Data below:

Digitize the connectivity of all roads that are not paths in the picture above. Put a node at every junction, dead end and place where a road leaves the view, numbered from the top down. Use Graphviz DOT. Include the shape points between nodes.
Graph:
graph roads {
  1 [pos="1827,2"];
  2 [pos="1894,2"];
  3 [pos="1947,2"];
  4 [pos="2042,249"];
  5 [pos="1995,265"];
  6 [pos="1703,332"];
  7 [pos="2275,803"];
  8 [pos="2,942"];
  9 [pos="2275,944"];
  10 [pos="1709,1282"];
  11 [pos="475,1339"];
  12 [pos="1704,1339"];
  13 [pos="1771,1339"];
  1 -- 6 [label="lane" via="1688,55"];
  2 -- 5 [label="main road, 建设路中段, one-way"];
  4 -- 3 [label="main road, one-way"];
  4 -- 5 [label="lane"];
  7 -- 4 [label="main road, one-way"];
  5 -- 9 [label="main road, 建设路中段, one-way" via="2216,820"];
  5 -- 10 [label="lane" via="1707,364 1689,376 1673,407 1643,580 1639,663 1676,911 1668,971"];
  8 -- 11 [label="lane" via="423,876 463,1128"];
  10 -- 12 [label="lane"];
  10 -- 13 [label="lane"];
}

End of Data.

(Exercise)
The data should be transcribed exactly, line for line.

(Solution to the problem)
Digitize the connectivity of all roads that are not paths in the picture above. Put a node at every junction, dead end and place where a road leaves the view, numbered from the top down. Use Graphviz DOT. Include the shape points between nodes.
Graph:
graph roads {
  1 [pos="1827,2"];
  2 [pos="1894,2"];
  3 [pos="1947,2"];
  4 [pos="2042,249"];
  5 [pos="1995,265"];
  6 [pos="1703,332"];
  7 [pos="2275,803"];
  8 [pos="2,942"];
  9 [pos="2275,944"];
  10 [pos="1709,1282"];
  11 [pos="475,1339"];
  12 [pos="1704,1339"];
  13 [pos="1771,1339"];
  1 -- 6 [label="lane" via="1688,55"];
  2 -- 5 [label="main road, 建设路中段, one-way"];
  4 -- 3 [label="main road, one-way"];
  4 -- 5 [label="lane"];
  7 -- 4 [label="main road, one-way"];
  5 -- 9 [label="main road, 建设路中段, one-way" via="2216,820"];
  5 -- 10 [label="lane" via="1707,364 1689,376 1673,407 1643,580 1639,663 1676,911 1668,971"];
  8 -- 11 [label="lane" via="423,876 463,1128"];
  10 -- 12 [label="lane"];
  10 -- 13 [label="lane"];
}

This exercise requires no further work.